Same as Fig. 3, but for H2CO (30,3 –20,2) (EupkB = 21 K), (32,2 –22,1) (EupkB = 68 K), and (32,1–22,0) (EupkB = 68 K). The x-axis is in units of velocity. The vertical dashed line indicates the systemic LSR velocity of 96.5 ± 0.5 km s−1 (Beltrán et al. 2018).

3.2 Outflow emission

Observations of CO, 13CO, and SiO have revealed the presence of several molecular outflows in G31 (Olmi et al. 1996;Cesaroni et al. 2011; Beltrán et al. 2018). The SiO emission observed at ~ 0.′′2 (~ 750 au) resolution by Beltrán et al. (2018) has revealed the presence of at least three molecular outflows in the region: a strong east–west (E–W) outflow, and two weaker north–south (N–S) and northeast–southwest (NE–SW) outflows.

The new SiO (5–4) ALMA observations at ~ 0.′′09 (~ 340 au) reveal the presence of additional molecular outflows in the G31 HMC as shown in Fig. 6. In each box of this figure we show the SiO channel maps corresponding to the blueshifted and redshifted emission at about the same velocity offset (in absolute value) from the systemic velocity (96.5 ± 0.5 km s−1).
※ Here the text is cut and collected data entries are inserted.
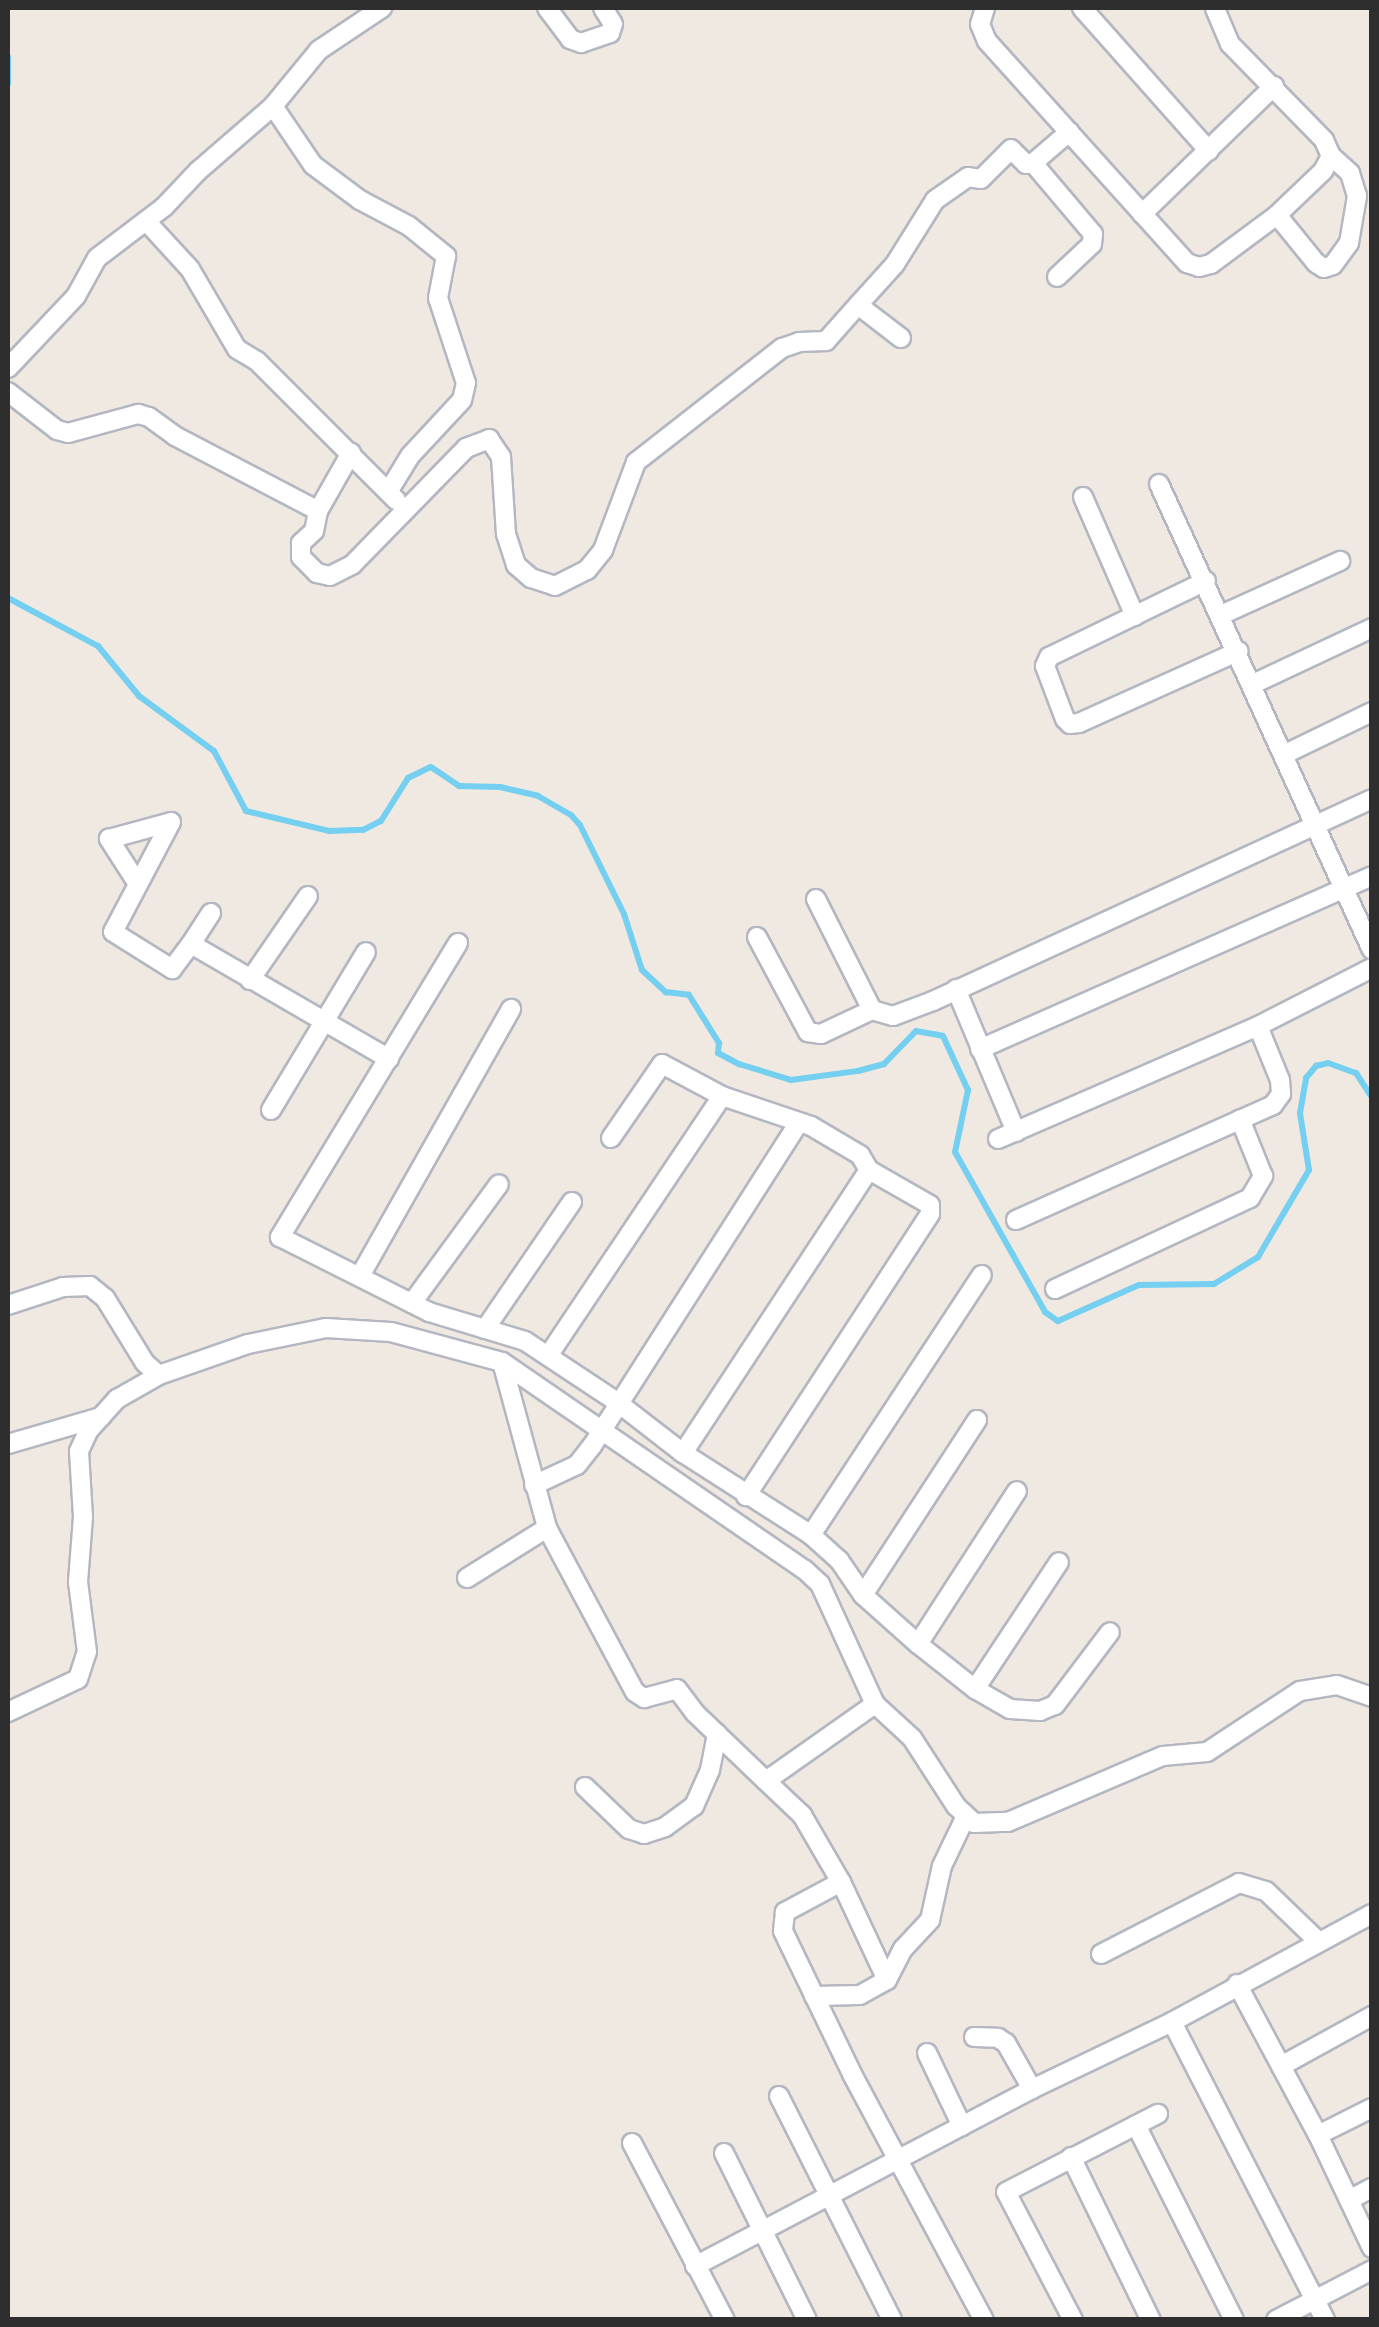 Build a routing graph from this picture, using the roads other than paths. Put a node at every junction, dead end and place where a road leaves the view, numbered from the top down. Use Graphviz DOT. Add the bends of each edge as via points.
graph roads {
  1 [pos="382,8"];
  2 [pos="547,8"];
  3 [pos="603,8"];
  4 [pos="985,8"];
  5 [pos="1082,8"];
  6 [pos="1216,8"];
  7 [pos="1274,86"];
  8 [pos="274,106"];
  9 [pos="1069,132"];
  10 [pos="1209,151"];
  11 [pos="1331,156"];
  12 [pos="1033,163"];
  13 [pos="1142,214"];
  14 [pos="1277,215"];
  15 [pos="146,221"];
  16 [pos="1057,277"];
  17 [pos="858,305"];
  18 [pos="901,338"];
  19 [pos="8,368"];
  20 [pos="8,392"];
  21 [pos="351,453"];
  22 [pos="1159,484"];
  23 [pos="388,492"];
  24 [pos="1083,497"];
  25 [pos="318,511"];
  26 [pos="406,511"];
  27 [pos="1340,561"];
  28 [pos="1206,581"];
  29 [pos="1221,615"];
  30 [pos="1135,616"];
  31 [pos="1372,628"];
  32 [pos="1238,651"];
  33 [pos="1253,684"];
  34 [pos="1372,712"];
  35 [pos="1283,755"];
  36 [pos="1372,798"];
  37 [pos="1315,823"];
  38 [pos="1372,876"];
  39 [pos="138,884"];
  40 [pos="1343,888"];
  41 [pos="308,896"];
  42 [pos="816,900"];
  43 [pos="210,913"];
  44 [pos="757,937"];
  45 [pos="458,942"];
  46 [pos="192,944"];
  47 [pos="1372,950"];
  48 [pos="366,952"];
  49 [pos="1372,968"];
  50 [pos="250,980"];
  51 [pos="956,989"];
  52 [pos="511,1009"];
  53 [pos="872,1010"];
  54 [pos="323,1021"];
  55 [pos="1258,1026"];
  56 [pos="980,1049"];
  57 [pos="389,1059"];
  58 [pos="722,1096"];
  59 [pos="271,1110"];
  60 [pos="1240,1119"];
  61 [pos="798,1124"];
  62 [pos="611,1138"];
  63 [pos="868,1170"];
  64 [pos="498,1184"];
  65 [pos="572,1202"];
  66 [pos="1016,1220"];
  67 [pos="982,1275"];
  68 [pos="360,1276"];
  69 [pos="1055,1289"];
  70 [pos="412,1303"];
  71 [pos="8,1305"];
  72 [pos="485,1329"];
  73 [pos="548,1356"];
  74 [pos="502,1362"];
  75 [pos="158,1375"];
  76 [pos="617,1402"];
  77 [pos="102,1417"];
  78 [pos="976,1420"];
  79 [pos="600,1428"];
  80 [pos="8,1444"];
  81 [pos="682,1452"];
  82 [pos="534,1485"];
  83 [pos="1017,1491"];
  84 [pos="746,1496"];
  85 [pos="546,1528"];
  86 [pos="811,1535"];
  87 [pos="1059,1562"];
  88 [pos="467,1578"];
  89 [pos="863,1595"];
  90 [pos="1110,1632"];
  91 [pos="918,1644"];
  92 [pos="974,1689"];
  93 [pos="1372,1697"];
  94 [pos="875,1704"];
  95 [pos="8,1712"];
  96 [pos="717,1734"];
  97 [pos="766,1782"];
  98 [pos="585,1787"];
  99 [pos="965,1818"];
  100 [pos="842,1882"];
  101 [pos="1372,1914"];
  102 [pos="1318,1942"];
  103 [pos="1101,1954"];
  104 [pos="887,1980"];
  105 [pos="1237,1984"];
  106 [pos="814,1996"];
  107 [pos="1372,2016"];
  108 [pos="1172,2022"];
  109 [pos="974,2037"];
  110 [pos="927,2053"];
  111 [pos="1281,2066"];
  112 [pos="1032,2089"];
  113 [pos="779,2096"];
  114 [pos="1372,2108"];
  115 [pos="1158,2114"];
  116 [pos="1136,2125"];
  117 [pos="962,2126"];
  118 [pos="1318,2135"];
  119 [pos="632,2143"];
  120 [pos="724,2153"];
  121 [pos="1070,2157"];
  122 [pos="900,2160"];
  123 [pos="1372,2188"];
  124 [pos="828,2194"];
  125 [pos="1349,2200"];
  126 [pos="761,2229"];
  127 [pos="1372,2248"];
  128 [pos="695,2266"];
  129 [pos="1372,2270"];
  130 [pos="1315,2299"];
  131 [pos="724,2320"];
  132 [pos="807,2320"];
  133 [pos="892,2320"];
  134 [pos="984,2320"];
  135 [pos="1072,2320"];
  136 [pos="1150,2320"];
  137 [pos="1234,2320"];
  138 [pos="1276,2320"];
  139 [pos="1325,2320"];
  1 -- 8 [label="street" via="320,50"];
  2 -- 3 [label="street" via="580,43 613,29"];
  4 -- 9 [label="street" via="980,24 986,41"];
  5 -- 10 [label="street"];
  6 -- 7 [label="street" via="1230,44"];
  7 -- 10 [label="street"];
  7 -- 11 [label="street"];
  8 -- 15 [label="street"];
  8 -- 23 [label="street" via="313,166 446,256 438,298 466,382 462,400 410,456"];
  9 -- 12 [label="street"];
  9 -- 13 [label="street"];
  10 -- 13 [label="street"];
  11 -- 14 [label="street" via="1324,172"];
  11 -- 14 [label="street" via="1350,173 1357,196 1349,242 1333,265 1316,263"];
  12 -- 16 [label="street" via="1093,234 1092,244"];
  12 -- 17 [label="street" via="1011,149 982,179 968,177 935,200 896,264"];
  13 -- 14 [label="street" via="1187,263 1200,266"];
  15 -- 19 [label="street" via="97,258 76,296"];
  15 -- 21 [label="street" via="190,269 237,349"];
  17 -- 18 [label="street"];
  17 -- 26 [label="street" via="826,341 782,348 636,462 603,550 570,580 540,582 516,565 506,534 501,457 489,439 466,448"];
  20 -- 25 [label="street" via="68,433 149,416"];
  21 -- 23 [label="street"];
  21 -- 25 [label="street"];
  22 -- 28 [label="street"];
  23 -- 26 [label="street"];
  24 -- 30 [label="street"];
  25 -- 26 [label="street" via="314,531 301,542 301,557 317,574 330,576 352,565"];
  27 -- 29 [label="street"];
  28 -- 29 [label="street"];
  28 -- 30 [label="street"];
  29 -- 32 [label="street"];
  30 -- 32 [label="street" via="1046,660 1070,724"];
  31 -- 33 [label="street"];
  32 -- 33 [label="street"];
  33 -- 35 [label="street"];
  34 -- 35 [label="street"];
  35 -- 37 [label="street"];
  36 -- 37 [label="street"];
  37 -- 40 [label="street"];
  37 -- 51 [label="street"];
  38 -- 40 [label="street"];
  39 -- 46 [label="street" via="112,932 172,968"];
  40 -- 47 [label="street"];
  40 -- 56 [label="street"];
  41 -- 50 [label="street"];
  42 -- 53 [label="street"];
  43 -- 46 [label="street"];
  44 -- 53 [label="street" via="814,1036"];
  45 -- 57 [label="street"];
  46 -- 50 [label="street"];
  48 -- 54 [label="street"];
  49 -- 55 [label="street"];
  50 -- 54 [label="street"];
  51 -- 53 [label="street" via="893,1016"];
  51 -- 56 [label="street"];
  52 -- 68 [label="street"];
  54 -- 57 [label="street"];
  54 -- 59 [label="street"];
  55 -- 56 [label="street" via="1007,1136"];
  55 -- 60 [label="street" via="1280,1094 1273,1105"];
  57 -- 68 [label="street" via="280,1237"];
  58 -- 61 [label="street"];
  58 -- 62 [label="street" via="662,1064"];
  58 -- 73 [label="street"];
  60 -- 66 [label="street"];
  60 -- 69 [label="street" via="1262,1176 1250,1198"];
  61 -- 63 [label="street" via="860,1156"];
  61 -- 76 [label="street"];
  63 -- 81 [label="street"];
  63 -- 84 [label="street" via="930,1205 930,1214"];
  64 -- 70 [label="street"];
  65 -- 72 [label="street"];
  67 -- 86 [label="street"];
  68 -- 70 [label="street"];
  70 -- 72 [label="street"];
  71 -- 75 [label="street" via="63,1287 90,1286"];
  72 -- 73 [label="street"];
  73 -- 76 [label="street"];
  74 -- 75 [label="street" via="391,1332 326,1328 248,1344"];
  74 -- 79 [label="street"];
  74 -- 82 [label="street"];
  75 -- 77 [label="street" via="129,1388"];
  76 -- 79 [label="street"];
  76 -- 81 [label="street"];
  77 -- 80 [label="street"];
  77 -- 95 [label="street" via="79,1451 77,1472 83,1517 78,1582 88,1652 71,1686"];
  78 -- 89 [label="street"];
  79 -- 82 [label="street" via="578,1465"];
  79 -- 94 [label="street" via="820,1584"];
  81 -- 84 [label="street"];
  82 -- 85 [label="street"];
  83 -- 91 [label="street"];
  84 -- 86 [label="street"];
  85 -- 88 [label="street"];
  85 -- 96 [label="street" via="636,1692 644,1698 677,1689"];
  86 -- 89 [label="street"];
  87 -- 92 [label="street"];
  89 -- 91 [label="street"];
  90 -- 92 [label="street" via="1055,1705 1010,1709"];
  91 -- 92 [label="street"];
  93 -- 99 [label="street" via="1337,1685 1300,1691 1207,1752 1149,1760 1008,1822 988,1826"];
  94 -- 97 [label="street"];
  94 -- 99 [label="street" via="912,1738"];
  96 -- 97 [label="street"];
  96 -- 98 [label="street" via="694,1806 665,1826 644,1834 629,1829"];
  97 -- 100 [label="street" via="802,1815"];
  99 -- 104 [label="street" via="942,1866 930,1920 903,1949"];
  100 -- 104 [label="street"];
  100 -- 106 [label="street" via="782,1919"];
  101 -- 102 [label="street"];
  102 -- 103 [label="street" via="1266,1891 1239,1883"];
  102 -- 105 [label="street"];
  104 -- 106 [label="street" via="860,1995"];
  105 -- 108 [label="street"];
  105 -- 111 [label="street"];
  106 -- 122 [label="street"];
  107 -- 111 [label="street"];
  108 -- 112 [label="street"];
  108 -- 130 [label="street"];
  109 -- 112 [label="street" via="1006,2043"];
  110 -- 117 [label="street"];
  111 -- 118 [label="street"];
  112 -- 117 [label="street"];
  113 -- 124 [label="street"];
  114 -- 118 [label="street"];
  115 -- 116 [label="street"];
  116 -- 121 [label="street"];
  116 -- 137 [label="street"];
  117 -- 122 [label="street"];
  118 -- 125 [label="street"];
  119 -- 128 [label="street"];
  120 -- 126 [label="street"];
  121 -- 135 [label="street" via="998,2195"];
  121 -- 136 [label="street"];
  122 -- 124 [label="street"];
  122 -- 134 [label="street"];
  123 -- 125 [label="street"];
  124 -- 126 [label="street"];
  124 -- 133 [label="street"];
  125 -- 127 [label="street"];
  126 -- 128 [label="street"];
  126 -- 132 [label="street"];
  128 -- 131 [label="street"];
  129 -- 130 [label="street"];
  130 -- 138 [label="street"];
  130 -- 139 [label="street"];
}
The blueshifted and redshifted emission observed at high velocities (from ~ 60 to 69 km s−1 for the blueshifted emission and from 125 to 139 km s−1 for the redshifted emission) toward the HMC is probably contaminated by emission of a high-density tracer. Possible contaminants are ethylene glycol, (CH2OH)2, at blueshifted velocities and cyanide radical, 13CN, at redshifted velocities. Both species have been detected in G31 (Rivilla et al. 2017; C. Mininni, priv. comm.).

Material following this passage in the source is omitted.